Raw data:

*-*-*

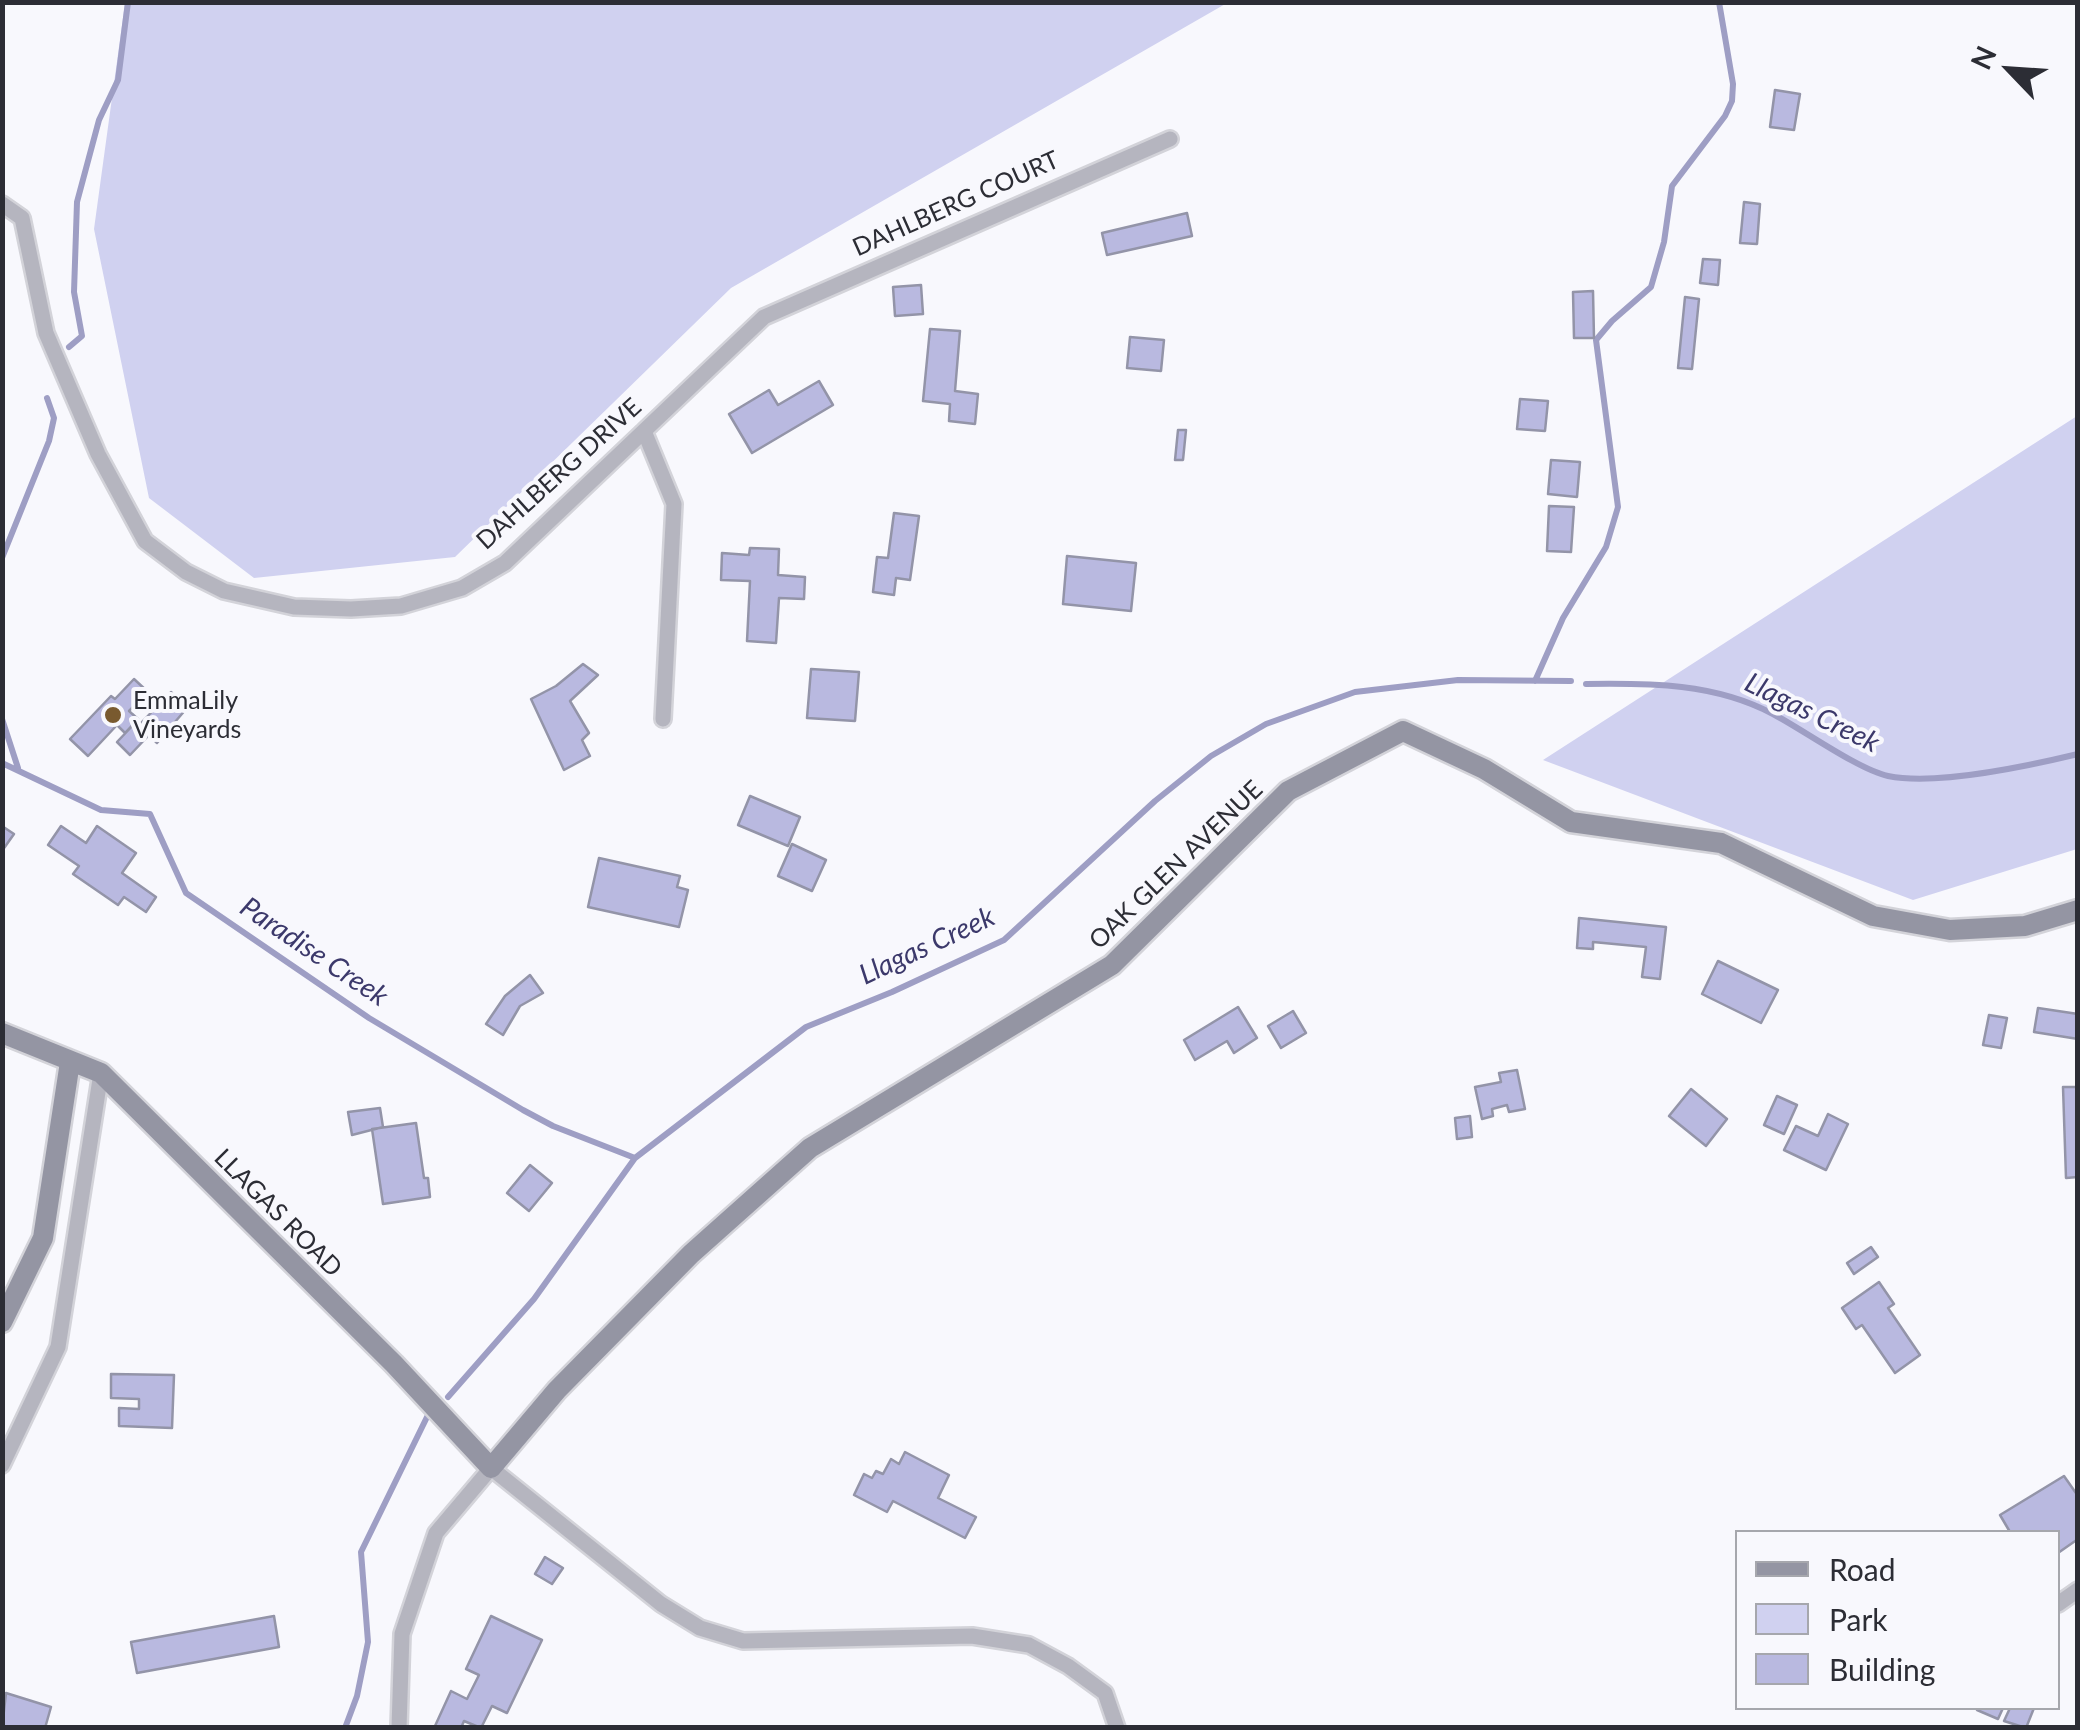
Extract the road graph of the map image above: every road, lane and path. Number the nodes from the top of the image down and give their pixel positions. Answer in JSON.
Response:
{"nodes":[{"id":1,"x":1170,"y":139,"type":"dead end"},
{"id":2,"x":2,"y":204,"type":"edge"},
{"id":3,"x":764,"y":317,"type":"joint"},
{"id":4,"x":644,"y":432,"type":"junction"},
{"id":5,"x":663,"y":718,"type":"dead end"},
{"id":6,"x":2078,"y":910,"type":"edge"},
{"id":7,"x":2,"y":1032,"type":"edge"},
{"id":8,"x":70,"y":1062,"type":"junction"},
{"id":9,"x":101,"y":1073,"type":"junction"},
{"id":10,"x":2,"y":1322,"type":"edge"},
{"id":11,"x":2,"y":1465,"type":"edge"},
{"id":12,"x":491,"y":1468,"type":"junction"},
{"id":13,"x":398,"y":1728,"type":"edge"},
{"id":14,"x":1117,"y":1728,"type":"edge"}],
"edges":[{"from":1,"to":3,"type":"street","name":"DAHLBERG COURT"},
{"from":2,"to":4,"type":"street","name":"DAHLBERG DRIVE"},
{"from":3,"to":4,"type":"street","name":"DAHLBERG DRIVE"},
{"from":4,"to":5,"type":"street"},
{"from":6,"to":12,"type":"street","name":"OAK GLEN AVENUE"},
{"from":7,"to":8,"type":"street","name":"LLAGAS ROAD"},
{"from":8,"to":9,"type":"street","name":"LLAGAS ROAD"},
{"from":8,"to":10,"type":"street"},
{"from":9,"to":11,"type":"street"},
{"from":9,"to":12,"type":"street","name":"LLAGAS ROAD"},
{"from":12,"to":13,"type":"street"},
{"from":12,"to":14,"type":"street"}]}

*-*-*

Action item: In the listing above, how many lines include the word "junction"? Answer with the number and nothing more.

Written answer: 4